Self-loathing and disgust swell up and threaten to bring me to tears.
Just as I am about to hit delete, my boy walks in the room.
“Do you know anything about this picture?” I ask him.
I turn the screen so he can see it. He smiles huge.
“I took that of you in Tahoe,” he says. “You looked so beautiful laying there. I couldn’t help it mom.”
“You need to ask me before using my phone to take pictures,” I say.
“I know,” he says. “But mom, seriously, look how pretty you look?”
I look at the picture again and try to see what he sees.
My daughter walks over and takes a look.
“That could be a postcard mom,” she says smiling. “You’re so beautiful. I love it.”
I take a deep breath.
This is exactly what I needed.
My default mode is to see and focus on the flaws and imperfections. I’m starting to see a bit more.
I still see my dimply, fat thighs.
I also see a mom collapsed on the shore that just explored the lake for hours with her children.
I still see chubby arms.
I also see the arms of a mom that just helped her kids across the rocks and hot sand so their feet wouldn’t hurt.
I still see a fat woman wearing a black dress bathing suit to try to hide her weight issue.
I also see an adventurous mom that loves her children something fierce.
Like many women, I have struggled with my weight most of my life. It’s not something that will ever go away for me. I don’t have a naturally slim body. Never have.
Right now I’m the heaviest I’ve been in 10 years. Yet…
I have not let my weight stop me this time. I am wearing tank tops, sundresses and bathing suits in public. I’m running around playing with my kids this summer and I sometimes even feel attractive.
Yes. You heard me.
“I feel pretty. Oh so pretty. I feel pretty, and witty and bright.”

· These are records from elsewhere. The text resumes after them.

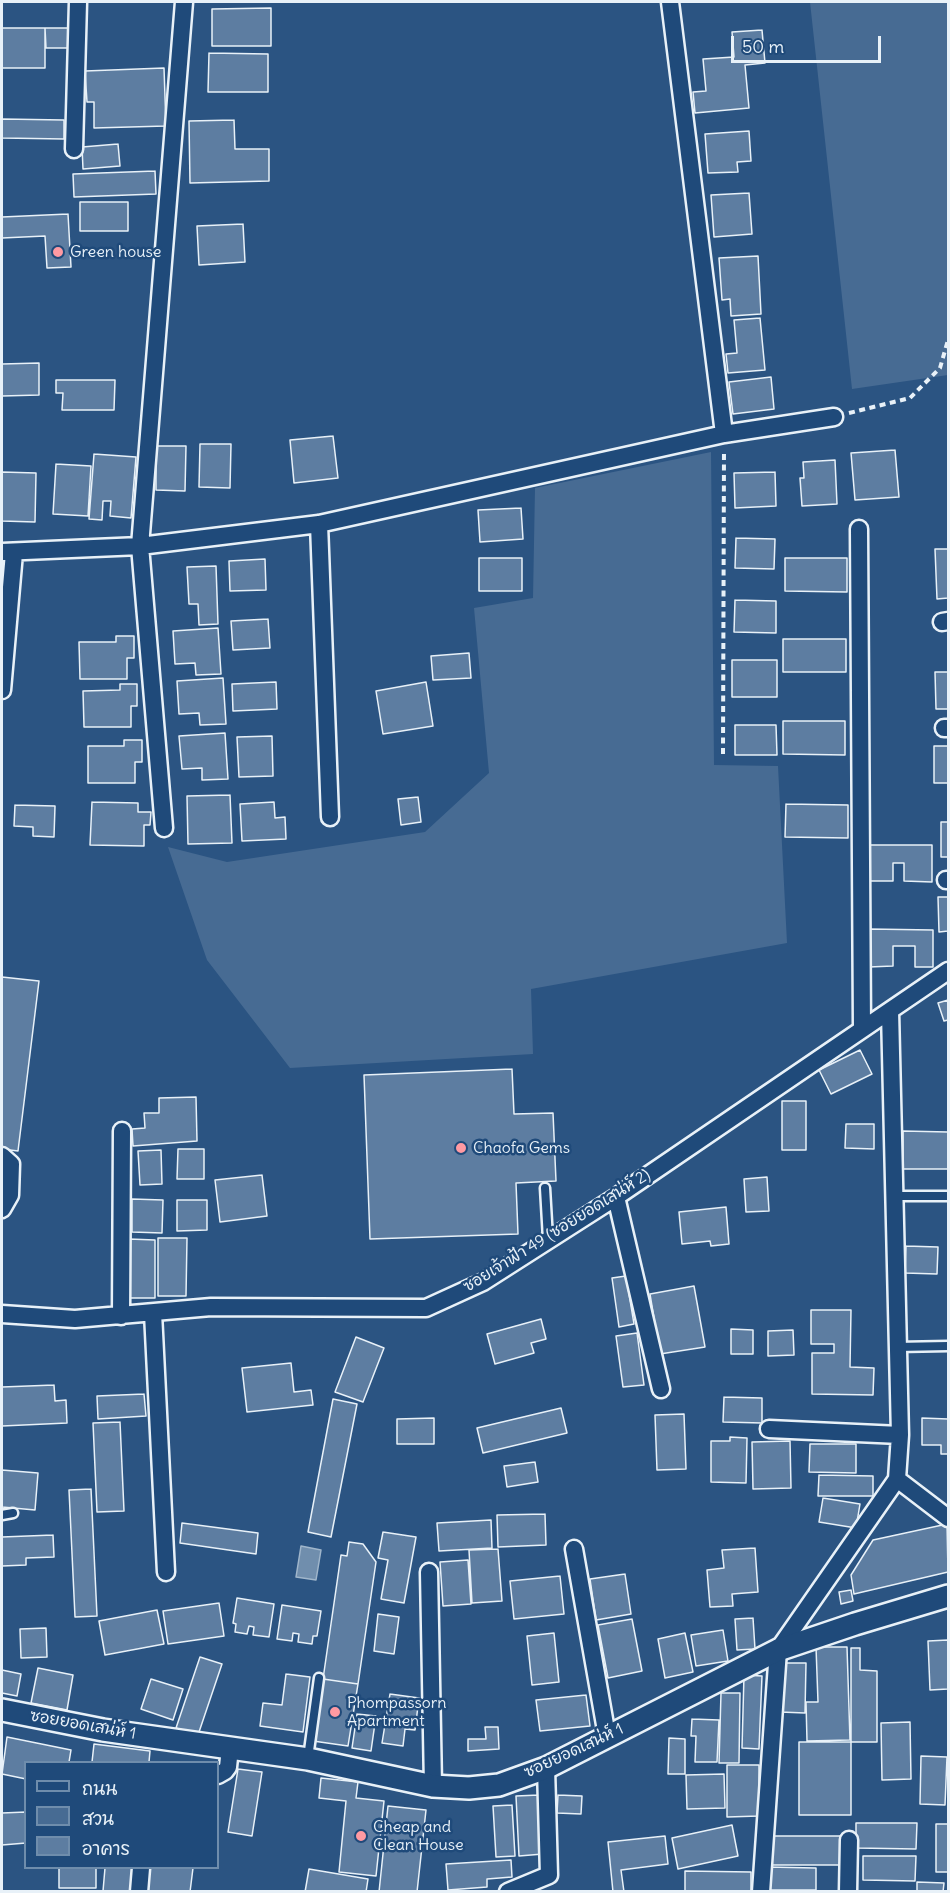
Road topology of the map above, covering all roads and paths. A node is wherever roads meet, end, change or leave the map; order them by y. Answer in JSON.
{"nodes":[{"id":1,"x":78,"y":2,"type":"edge"},
{"id":2,"x":184,"y":2,"type":"edge"},
{"id":3,"x":670,"y":2,"type":"edge"},
{"id":4,"x":74,"y":149,"type":"dead end"},
{"id":5,"x":948,"y":340,"type":"edge"},
{"id":6,"x":834,"y":417,"type":"joint"},
{"id":7,"x":724,"y":434,"type":"junction"},
{"id":8,"x":319,"y":524,"type":"junction"},
{"id":9,"x":859,"y":529,"type":"dead end"},
{"id":10,"x":140,"y":546,"type":"junction"},
{"id":11,"x":8,"y":553,"type":"edge"},
{"id":12,"x":2,"y":690,"type":"edge"},
{"id":13,"x":723,"y":754,"type":"dead end"},
{"id":14,"x":330,"y":817,"type":"dead end"},
{"id":15,"x":164,"y":828,"type":"dead end"},
{"id":16,"x":948,"y":971,"type":"edge"},
{"id":17,"x":890,"y":1011,"type":"junction"},
{"id":18,"x":862,"y":1029,"type":"junction"},
{"id":19,"x":122,"y":1131,"type":"dead end"},
{"id":20,"x":2,"y":1156,"type":"edge"},
{"id":21,"x":544,"y":1188,"type":"dead end"},
{"id":22,"x":893,"y":1196,"type":"junction"},
{"id":23,"x":948,"y":1196,"type":"edge"},
{"id":24,"x":616,"y":1197,"type":"junction"},
{"id":25,"x":2,"y":1209,"type":"edge"},
{"id":26,"x":548,"y":1239,"type":"junction"},
{"id":27,"x":153,"y":1312,"type":"junction"},
{"id":28,"x":2,"y":1314,"type":"edge"},
{"id":29,"x":121,"y":1316,"type":"junction"},
{"id":30,"x":948,"y":1346,"type":"edge"},
{"id":31,"x":897,"y":1347,"type":"junction"},
{"id":32,"x":661,"y":1389,"type":"dead end"},
{"id":33,"x":769,"y":1430,"type":"dead end"},
{"id":34,"x":900,"y":1435,"type":"junction"},
{"id":35,"x":897,"y":1479,"type":"junction"},
{"id":36,"x":13,"y":1513,"type":"dead end"},
{"id":37,"x":2,"y":1515,"type":"edge"},
{"id":38,"x":948,"y":1518,"type":"edge"},
{"id":39,"x":574,"y":1549,"type":"dead end"},
{"id":40,"x":166,"y":1572,"type":"dead end"},
{"id":41,"x":429,"y":1572,"type":"dead end"},
{"id":42,"x":948,"y":1596,"type":"edge"},
{"id":43,"x":778,"y":1650,"type":"junction"},
{"id":44,"x":319,"y":1678,"type":"dead end"},
{"id":45,"x":2,"y":1710,"type":"edge"},
{"id":46,"x":607,"y":1736,"type":"junction"},
{"id":47,"x":230,"y":1748,"type":"junction"},
{"id":48,"x":308,"y":1759,"type":"junction"},
{"id":49,"x":546,"y":1768,"type":"junction"},
{"id":50,"x":219,"y":1774,"type":"edge"},
{"id":51,"x":433,"y":1786,"type":"junction"},
{"id":52,"x":849,"y":1840,"type":"dead end"},
{"id":53,"x":141,"y":1869,"type":"edge"},
{"id":54,"x":548,"y":1883,"type":"edge"},
{"id":55,"x":139,"y":1892,"type":"edge"},
{"id":56,"x":508,"y":1892,"type":"edge"},
{"id":57,"x":761,"y":1892,"type":"edge"},
{"id":58,"x":848,"y":1892,"type":"edge"}],
"edges":[{"from":1,"to":4,"type":"street"},
{"from":2,"to":10,"type":"street"},
{"from":3,"to":7,"type":"street"},
{"from":5,"to":6,"type":"path"},
{"from":6,"to":7,"type":"street"},
{"from":7,"to":8,"type":"street"},
{"from":7,"to":13,"type":"path"},
{"from":8,"to":10,"type":"street"},
{"from":8,"to":14,"type":"street"},
{"from":9,"to":18,"type":"street"},
{"from":10,"to":11,"type":"street"},
{"from":10,"to":15,"type":"street"},
{"from":11,"to":12,"type":"street"},
{"from":16,"to":17,"type":"street","name":"ซอยเจ้าฟ้า 49 (ซอยยอดเสน่ห์ 2)"},
{"from":17,"to":18,"type":"street","name":"ซอยเจ้าฟ้า 49 (ซอยยอดเสน่ห์ 2)"},
{"from":17,"to":22,"type":"street"},
{"from":18,"to":24,"type":"street","name":"ซอยเจ้าฟ้า 49 (ซอยยอดเสน่ห์ 2)"},
{"from":19,"to":29,"type":"street"},
{"from":20,"to":25,"type":"street"},
{"from":21,"to":26,"type":"lane"},
{"from":22,"to":23,"type":"lane"},
{"from":22,"to":31,"type":"street"},
{"from":24,"to":26,"type":"street","name":"ซอยเจ้าฟ้า 49 (ซอยยอดเสน่ห์ 2)"},
{"from":24,"to":32,"type":"street"},
{"from":26,"to":27,"type":"street","name":"ซอยเจ้าฟ้า 49 (ซอยยอดเสน่ห์ 2)"},
{"from":27,"to":29,"type":"street","name":"ซอยเจ้าฟ้า 49 (ซอยยอดเสน่ห์ 2)"},
{"from":27,"to":40,"type":"street"},
{"from":28,"to":29,"type":"street","name":"ซอยเจ้าฟ้า 49 (ซอยยอดเสน่ห์ 2)"},
{"from":30,"to":31,"type":"lane"},
{"from":31,"to":34,"type":"street"},
{"from":33,"to":34,"type":"street"},
{"from":34,"to":35,"type":"street"},
{"from":35,"to":38,"type":"street"},
{"from":35,"to":43,"type":"street"},
{"from":36,"to":37,"type":"lane"},
{"from":39,"to":46,"type":"street"},
{"from":41,"to":51,"type":"street"},
{"from":42,"to":43,"type":"street","name":"ซอยยอดเสน่ห์ 1"},
{"from":43,"to":46,"type":"street","name":"ซอยยอดเสน่ห์ 1"},
{"from":43,"to":57,"type":"street"},
{"from":44,"to":48,"type":"lane"},
{"from":45,"to":47,"type":"street","name":"ซอยยอดเสน่ห์ 1"},
{"from":46,"to":49,"type":"street","name":"ซอยยอดเสน่ห์ 1"},
{"from":47,"to":48,"type":"street","name":"ซอยยอดเสน่ห์ 1"},
{"from":47,"to":50,"type":"street"},
{"from":48,"to":51,"type":"street","name":"ซอยยอดเสน่ห์ 1"},
{"from":49,"to":51,"type":"street","name":"ซอยยอดเสน่ห์ 1"},
{"from":49,"to":54,"type":"street"},
{"from":52,"to":58,"type":"street"},
{"from":53,"to":55,"type":"street"},
{"from":54,"to":56,"type":"street"}]}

Well…not exactly. But something like that.
Is it because I’m getting older? Is it that I have more to worry about than just how I look? Or maybe it’s because my kids look at me with such adoring eyes.
Really, it doesn’t matter.
I don’t hate my body anymore.
That’s huge for me to admit and hard to even wrap my mind around.
I’m not giving up on exercising and getting healthy. Those are things I will continue to strive for because I want to be around awhile.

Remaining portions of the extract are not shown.